What Education do I need to become an Information Security Analyst

According to the Bureau of Labor Statistics, information security analysts usually need at least a bachelor’s degree in computer science, programming, or a similar area. Some schools even offer an information security or cyber security degree program. These programs may increase in number as the information security field evolves.

In some cases, employers may prefer candidates who have earned a Master’s of Business Administration (MBA) in information systems. This degree program typically includes both computer science and business courses, and it may take about two years for full-time students to earn.

Beyond a degree, certification is frequently preferred or required. There are a variety of information security certifications that may be earned that demonstrate a general or specific set of skills to a potential employer. Here are several to consider:

  • Certified Information Systems Security Professional (CISSP) – this general, widely-recognized certification tests candidates in 10 domains of information security knowledge, including access control, security architecture and design, telecommunications and network security, cryptography, and others.
  • Certified Information Systems Auditor (CISA) – this certification may help audit control, assurance, and security professionals to demonstrate their knowledge in areas such as compliance and vulnerabilities assessment.
  • Certified Information Security Manager (CISM) – designed for information security managers, this certification tests your knowledge of assessing, designing, and managing information security for an enterprise.

What are examples of online cyber security degrees and courses?

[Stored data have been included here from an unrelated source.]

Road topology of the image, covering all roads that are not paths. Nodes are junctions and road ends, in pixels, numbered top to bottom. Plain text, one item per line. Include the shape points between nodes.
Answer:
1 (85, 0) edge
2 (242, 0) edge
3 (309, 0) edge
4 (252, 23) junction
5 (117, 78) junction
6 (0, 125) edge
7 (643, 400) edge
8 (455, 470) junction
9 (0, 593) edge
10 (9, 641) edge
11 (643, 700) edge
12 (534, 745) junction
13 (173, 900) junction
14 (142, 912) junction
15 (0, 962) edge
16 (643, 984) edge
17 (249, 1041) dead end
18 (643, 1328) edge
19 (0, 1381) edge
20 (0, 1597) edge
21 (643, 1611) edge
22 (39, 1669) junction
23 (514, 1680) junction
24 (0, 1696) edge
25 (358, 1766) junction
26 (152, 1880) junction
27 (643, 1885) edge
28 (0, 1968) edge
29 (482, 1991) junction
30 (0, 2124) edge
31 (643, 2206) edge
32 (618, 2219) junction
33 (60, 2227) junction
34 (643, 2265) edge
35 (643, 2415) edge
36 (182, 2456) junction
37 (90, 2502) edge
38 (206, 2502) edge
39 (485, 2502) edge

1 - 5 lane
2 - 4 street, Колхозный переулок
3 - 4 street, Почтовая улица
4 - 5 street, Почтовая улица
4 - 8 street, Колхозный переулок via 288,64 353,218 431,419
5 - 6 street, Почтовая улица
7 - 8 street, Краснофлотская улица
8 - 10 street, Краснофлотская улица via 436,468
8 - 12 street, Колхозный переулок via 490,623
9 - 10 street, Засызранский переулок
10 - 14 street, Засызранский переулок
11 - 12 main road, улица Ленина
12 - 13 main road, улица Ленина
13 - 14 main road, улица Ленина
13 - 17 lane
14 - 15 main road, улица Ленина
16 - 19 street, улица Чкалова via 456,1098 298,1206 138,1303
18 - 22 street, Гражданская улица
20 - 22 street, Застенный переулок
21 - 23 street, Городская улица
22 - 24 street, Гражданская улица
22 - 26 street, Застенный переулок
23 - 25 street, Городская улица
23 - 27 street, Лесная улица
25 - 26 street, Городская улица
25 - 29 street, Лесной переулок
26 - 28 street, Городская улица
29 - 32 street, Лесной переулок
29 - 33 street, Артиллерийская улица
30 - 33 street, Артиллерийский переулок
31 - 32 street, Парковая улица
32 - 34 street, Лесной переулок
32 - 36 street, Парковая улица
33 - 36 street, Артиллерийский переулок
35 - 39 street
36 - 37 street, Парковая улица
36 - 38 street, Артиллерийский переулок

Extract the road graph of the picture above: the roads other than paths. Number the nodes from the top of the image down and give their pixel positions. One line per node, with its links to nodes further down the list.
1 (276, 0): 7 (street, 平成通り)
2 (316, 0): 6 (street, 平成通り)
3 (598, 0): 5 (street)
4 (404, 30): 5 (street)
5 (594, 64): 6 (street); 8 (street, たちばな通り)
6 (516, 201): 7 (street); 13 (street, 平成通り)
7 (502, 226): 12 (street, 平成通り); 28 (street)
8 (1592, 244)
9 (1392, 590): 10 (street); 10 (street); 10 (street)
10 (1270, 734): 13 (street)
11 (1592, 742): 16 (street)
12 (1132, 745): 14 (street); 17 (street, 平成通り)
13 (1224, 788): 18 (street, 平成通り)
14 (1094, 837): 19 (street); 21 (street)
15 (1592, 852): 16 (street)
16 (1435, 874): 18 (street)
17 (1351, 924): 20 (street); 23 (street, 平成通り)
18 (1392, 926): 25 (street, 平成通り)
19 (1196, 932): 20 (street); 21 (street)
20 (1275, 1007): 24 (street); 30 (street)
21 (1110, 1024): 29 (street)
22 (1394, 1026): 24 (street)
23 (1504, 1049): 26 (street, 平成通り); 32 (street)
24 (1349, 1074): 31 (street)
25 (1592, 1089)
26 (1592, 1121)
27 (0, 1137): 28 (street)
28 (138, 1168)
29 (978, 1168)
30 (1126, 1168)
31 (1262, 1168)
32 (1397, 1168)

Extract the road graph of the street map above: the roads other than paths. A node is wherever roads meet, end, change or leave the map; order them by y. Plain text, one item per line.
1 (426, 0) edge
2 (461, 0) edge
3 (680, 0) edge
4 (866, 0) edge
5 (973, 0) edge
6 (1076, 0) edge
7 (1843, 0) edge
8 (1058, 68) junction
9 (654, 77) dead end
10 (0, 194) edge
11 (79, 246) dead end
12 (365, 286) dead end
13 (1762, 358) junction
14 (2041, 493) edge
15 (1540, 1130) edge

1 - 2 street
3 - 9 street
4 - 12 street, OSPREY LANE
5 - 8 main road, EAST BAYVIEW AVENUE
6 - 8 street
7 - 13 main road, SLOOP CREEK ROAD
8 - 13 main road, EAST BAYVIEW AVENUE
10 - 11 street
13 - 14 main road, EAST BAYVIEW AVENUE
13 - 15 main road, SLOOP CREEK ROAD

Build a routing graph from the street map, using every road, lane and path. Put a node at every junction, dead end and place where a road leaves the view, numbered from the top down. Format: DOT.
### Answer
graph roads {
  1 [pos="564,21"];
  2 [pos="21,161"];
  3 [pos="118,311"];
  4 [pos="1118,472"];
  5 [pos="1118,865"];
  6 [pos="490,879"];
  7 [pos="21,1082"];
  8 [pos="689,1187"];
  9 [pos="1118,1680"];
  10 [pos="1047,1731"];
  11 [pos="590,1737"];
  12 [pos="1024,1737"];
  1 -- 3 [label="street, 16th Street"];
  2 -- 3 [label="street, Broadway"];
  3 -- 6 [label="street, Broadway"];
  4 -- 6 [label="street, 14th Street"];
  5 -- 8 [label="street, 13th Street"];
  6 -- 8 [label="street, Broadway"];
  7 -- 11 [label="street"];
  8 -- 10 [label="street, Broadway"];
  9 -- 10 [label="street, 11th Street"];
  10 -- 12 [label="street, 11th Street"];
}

There are different routes for students pursuing an online information security degree. These options often have to do with the college or university itself and the wording of their degree as well as the emphasis placed on a particular aspect of the core of the program.

Degree examples include:

  • Online Bachelor’s in Cybersecurity with a Concentration in Information Assurance
  • Bachelor of Science in Information Assurance
  • BS in Cybersecurity - Cybercrime and Fraud Investigation
  • Master of Science in Cybersecurity
  • Master of Business Administration - Computer and Information Security

Students might expect coursework in topics that could include:

  • Principles of Programming
  • Mathematical Logic
  • Cryptography
  • Network Security
  • Legal and Ethical Issues
  • Linear Data Systems
  • Computer Science Fundamentals
  • Networking and Data Communications
  • Systems Design
  • Risk Analysis
  • Security Breaches
  • Advanced Programming and Algorithms
  • Machine learning in data security

What skills might I learn from an online cyber security degree program?

The skills typically learned via cyber security degrees will vary according to your concentration, but here are a few relevant skills

  • Knowledge of how to use computers and networks to store information
  • Ability to identify weaknesses in a computer network
  • Development of software to safeguard a network's vulnerabilities
  • Familiarity with all relevant operating systems, server types, and platforms
  • Ability to ensure that computer systems run smoothly without interference from malicious software or hackers
  • Capability of working with law enforcement to investigate computer crimes such as identity theft, "white collar crimes," or cyber-terrorism
  • An understanding of business and management principles


While there are many schools offering information security degree programs online, it may be wise to look for ones that are accredited by the Computing Accreditation Commission (CAC) of ABET, the accreditor of college and university programs in applied science, computing, engineering and technology. ABET accreditation means that a college or university program meets the standards of today’s computing profession. The ABET accredits programs, not institutions, paying particular attention to post-secondary programs within an accredited college or university.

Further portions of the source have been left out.